Вообще периодизация жизни у человекообразных обезьян заметно отличается от нашей. У них недолго длится беременность; их детеныши быстро созревают и рано начинают размножаться: у шимпанзе, например, первые детеныши появляются, как правило, уже в 13 лет (у человека – в 19 лет, это среднемировой показатель). Когда же репродуктивный возраст обезьян заканчивается, они быстро гибнут. В итоге их общая продолжительность жизни невелика. У нас все обстоит иначе. Продолжительность отдельных периодов человеческой жизни заметно изменилась по сравнению с тем, что было в далеком прошлом. Что стало причиной изменений?
Ученые до сих пор не могут во всех деталях объяснить, почему детство у гомо сапиенс так затянулось и когда, начиная с какой эпохи, развитие гоминид замедлилось и они стали очень неспешно взрослеть. В любом случае, подчеркивает Жан-Жак Юблен, «медленное развитие детей у человека тесно связано с тем, что ‹…› наш мозг очень долго созревает, процесс нашего обучения занимает длительное время».
Тем любопытнее было понять, как взрослели наши ближайшие родственники – неандертальцы. Сделать это можно, потому что в распоряжении ученых имеются особые «датчики роста», которые точно отмечают отдельные фазы развития детей. Эти датчики – зубы. По ископаемым зубам можно восстановить и картину взросления детей в далеком прошлом.
«Зубы – потрясающие хранители времени, – признается Таня Смит, палеоантрополог из Гарвардского университета. – Каждый отдельный день они отмечают, как растет и меняется человек. Современные технологии позволяют это увидеть и зафиксировать мельчайшие стадии роста зубов, которые можно сравнить по своей информативности с годовыми кольцами деревьев. Еще удивительнее, что наши первые коренные зубы являются чем-то вроде свидетельства о рождении. Благодаря этому можно точно рассчитать, в каком возрасте умер тот или иной ребенок».

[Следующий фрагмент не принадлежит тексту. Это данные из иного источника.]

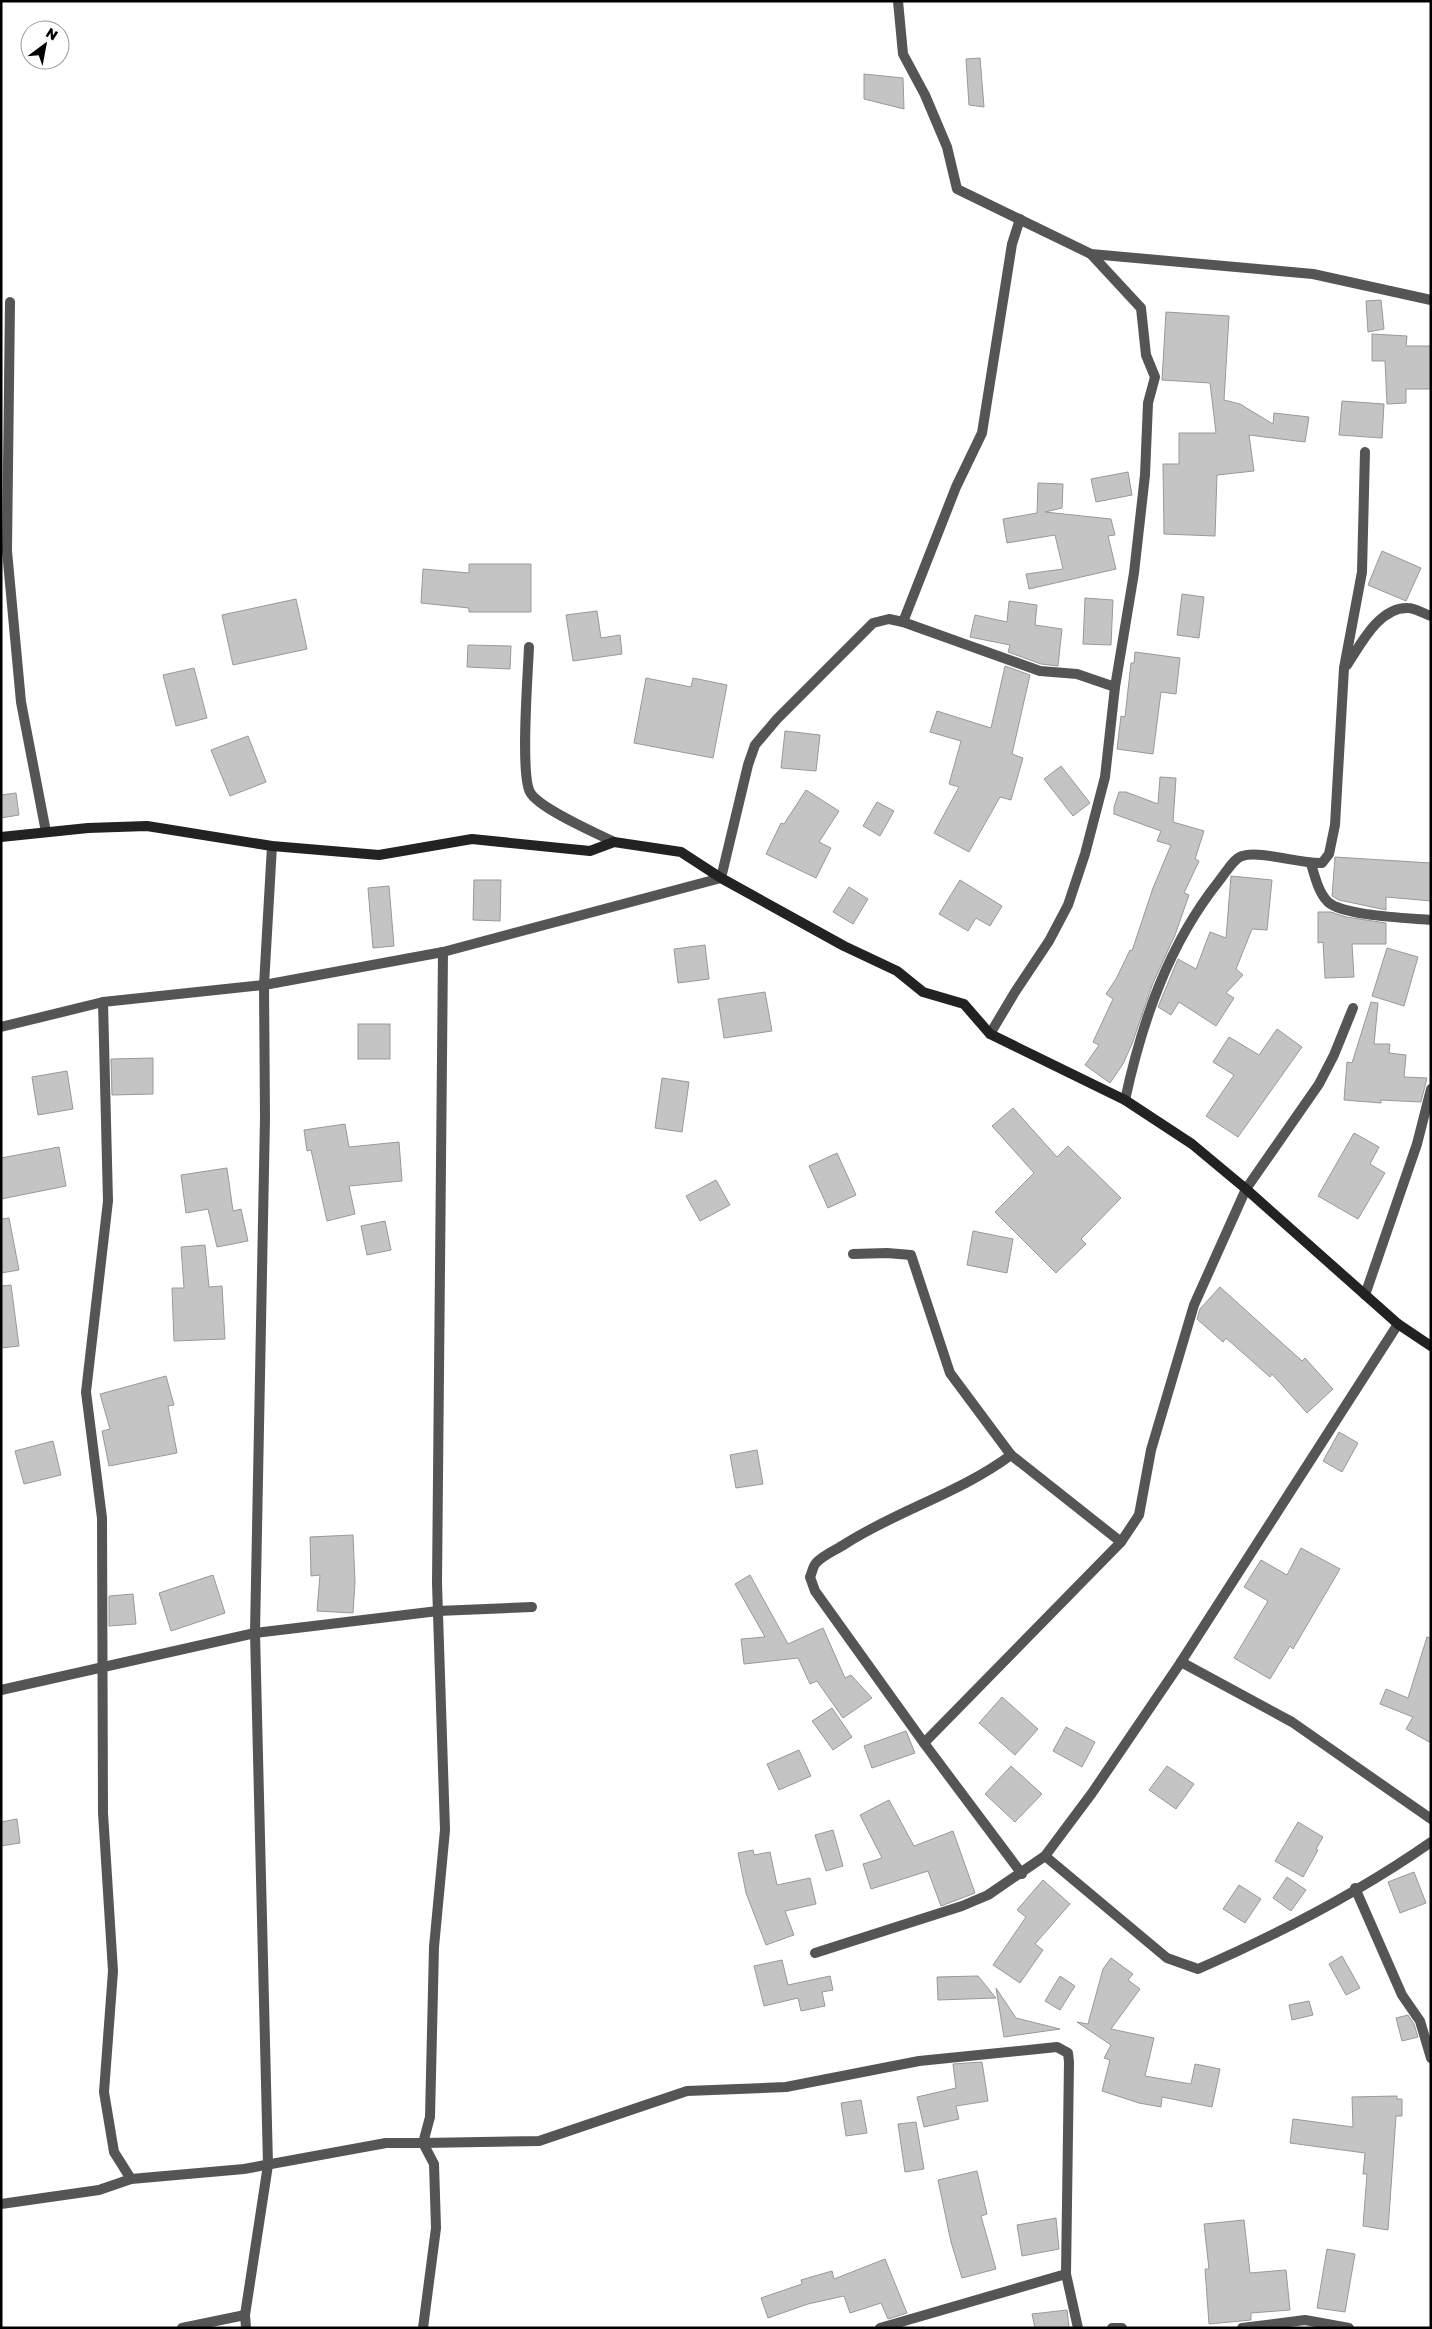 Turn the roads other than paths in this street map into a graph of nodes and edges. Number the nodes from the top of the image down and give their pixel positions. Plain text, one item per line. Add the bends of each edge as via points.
1 (898, 1) edge
2 (1020, 219) junction
3 (1091, 254) junction
4 (1431, 300) edge
5 (10, 302) dead end
6 (1365, 452) dead end
7 (1431, 616) edge
8 (903, 622) junction
9 (529, 647) dead end
10 (1344, 668) junction
11 (1115, 687) junction
12 (46, 832) junction
13 (1, 836) edge
14 (614, 842) junction
15 (272, 846) junction
16 (1311, 864) junction
17 (721, 878) junction
18 (1431, 920) edge
19 (443, 952) junction
20 (264, 984) junction
21 (103, 1002) junction
22 (1353, 1008) dead end
23 (1, 1027) edge
24 (990, 1034) junction
25 (1431, 1089) edge
26 (1125, 1100) junction
27 (1246, 1189) junction
28 (853, 1254) dead end
29 (1365, 1295) junction
30 (1398, 1324) junction
31 (1431, 1346) edge
32 (1011, 1455) junction
33 (1121, 1542) junction
34 (532, 1607) dead end
35 (438, 1611) junction
36 (255, 1633) junction
37 (1181, 1662) junction
38 (101, 1668) junction
39 (1, 1690) edge
40 (924, 1743) junction
41 (1431, 1819) edge
42 (1431, 1842) edge
43 (1045, 1856) junction
44 (1022, 1874) junction
45 (1355, 1888) junction
46 (815, 1952) dead end
47 (1431, 2058) edge
48 (423, 2143) junction
49 (268, 2165) junction
50 (131, 2179) junction
51 (1, 2204) edge
52 (1066, 2274) junction
53 (245, 2315) junction
54 (182, 2328) edge
55 (246, 2328) edge
56 (423, 2328) edge
57 (880, 2328) edge
58 (1078, 2328) edge
59 (1112, 2328) edge
60 (1122, 2328) edge
61 (1242, 2328) edge
62 (1349, 2328) edge

1 - 2 street via 903,54 947,147 957,189
2 - 3 street
2 - 8 street via 1012,244 982,433 956,487
3 - 4 street via 1313,274
3 - 11 street via 1141,308 1146,355 1155,377 1148,403 1145,475 1134,574
5 - 12 street via 7,551 21,702
6 - 10 street via 1362,572
7 - 10 street via 1409,608 1387,614
8 - 11 street via 1033,669 1077,674
8 - 17 street via 889,619 873,623 755,745
9 - 14 street via 525,770 530,792 547,807
10 - 16 street via 1335,825 1329,854 1322,863
11 - 24 street via 1105,777 1068,905
12 - 13 street
12 - 15 street via 147,826
14 - 15 street via 590,851 472,838 379,855
14 - 17 street via 681,852
15 - 20 street
16 - 18 street via 1320,890 1338,908
16 - 26 street via 1252,855 1240,857 1202,903 1154,997
17 - 19 street
17 - 24 street via 897,972 923,992 964,1004
19 - 20 street
19 - 35 street
20 - 21 street
20 - 36 street via 265,1118
21 - 23 street
21 - 38 street via 108,1201 86,1392 102,1518
22 - 27 street via 1319,1084
24 - 26 street
25 - 29 street via 1418,1144
26 - 27 street via 1192,1144
27 - 29 street
27 - 33 street via 1194,1304 1151,1450 1139,1516
28 - 32 street via 887,1252 911,1255 950,1373
29 - 30 street
30 - 31 street
30 - 37 street
32 - 33 street
32 - 40 street via 993,1468 863,1533 815,1563 810,1577 815,1591
33 - 40 street
34 - 35 street
35 - 36 street
35 - 48 street via 445,1830 434,1948 430,2117
36 - 38 street
36 - 49 street
37 - 41 street via 1292,1722
37 - 43 street
38 - 39 street
38 - 50 street via 103,1813 113,1971 104,2092 114,2152
40 - 44 street
42 - 45 street
43 - 44 street
43 - 45 street via 1167,1958 1198,1969 1254,1944
44 - 46 street via 988,1895 962,1906
45 - 47 street via 1402,1995 1420,2021
48 - 49 street via 386,2143
48 - 52 street via 538,2141 687,2091 786,2087 919,2061 1057,2047 1068,2053 1069,2062
48 - 56 street via 434,2164 436,2228
49 - 50 street
49 - 53 street
50 - 51 street via 99,2190
52 - 57 street
52 - 58 street
53 - 54 street
53 - 55 street
59 - 60 street
61 - 62 street via 1305,2320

Объектом изучения Тани Смит, Поля Таффоро и других специалистов стали, например, зубы неандертальского ребенка, чей сильно фрагментированный череп был найден в бельгийской пещере Анжи еще зимой 1829 года, за четверть века до открытия неандертальского человека. Долгое время считалось, что этот ребенок умер в возрасте 4–5 лет. Однако исследования на синхротроне показали, что его действительный возраст на момент смерти не превышал трех лет.
Это был, впрочем, лишь побочный результат работы, длившейся несколько лет. Главное было в другом. Международная группа ученых доказала, что зубы у неандертальских детей росли заметно быстрее, чем у детей гомо сапиенс (исследовались их ископаемые останки). Соответственно сами они, по оценке экспертов, росли на 15 % быстрее, чем современные дети, но медленнее, чем дети более ранних гоминид, например, Homo erectus. Уже в 15–16 лет неандертальцы были достаточно взрослыми для самостоятельной жизни, в то время как дети сапиенсов в этом возрасте все еще оставались недорослями.
Таким образом, у людей современного анатомического типа самое долгое детство среди всех гоминид; они очень медленно взрослеют. Это дало нашему виду огромное преимущество. Время, отпущенное человеческим детям на созревание, используется прежде всего на обучение всевозможным техническим навыкам и – со времени становления нашей цивилизации – усвоение тех богатейших знаний, что накопило человечество.
Сорок тысяч лет назад эта основательная, разносторонняя подготовка к взрослой жизни тоже давала гомо сапиенс некоторое преимущество перед неандертальцами, соперничавшими с ними. Из подобных плюсиков и составился огромный жирный крест, который перечеркнул все надежды неандертальцев на будущее.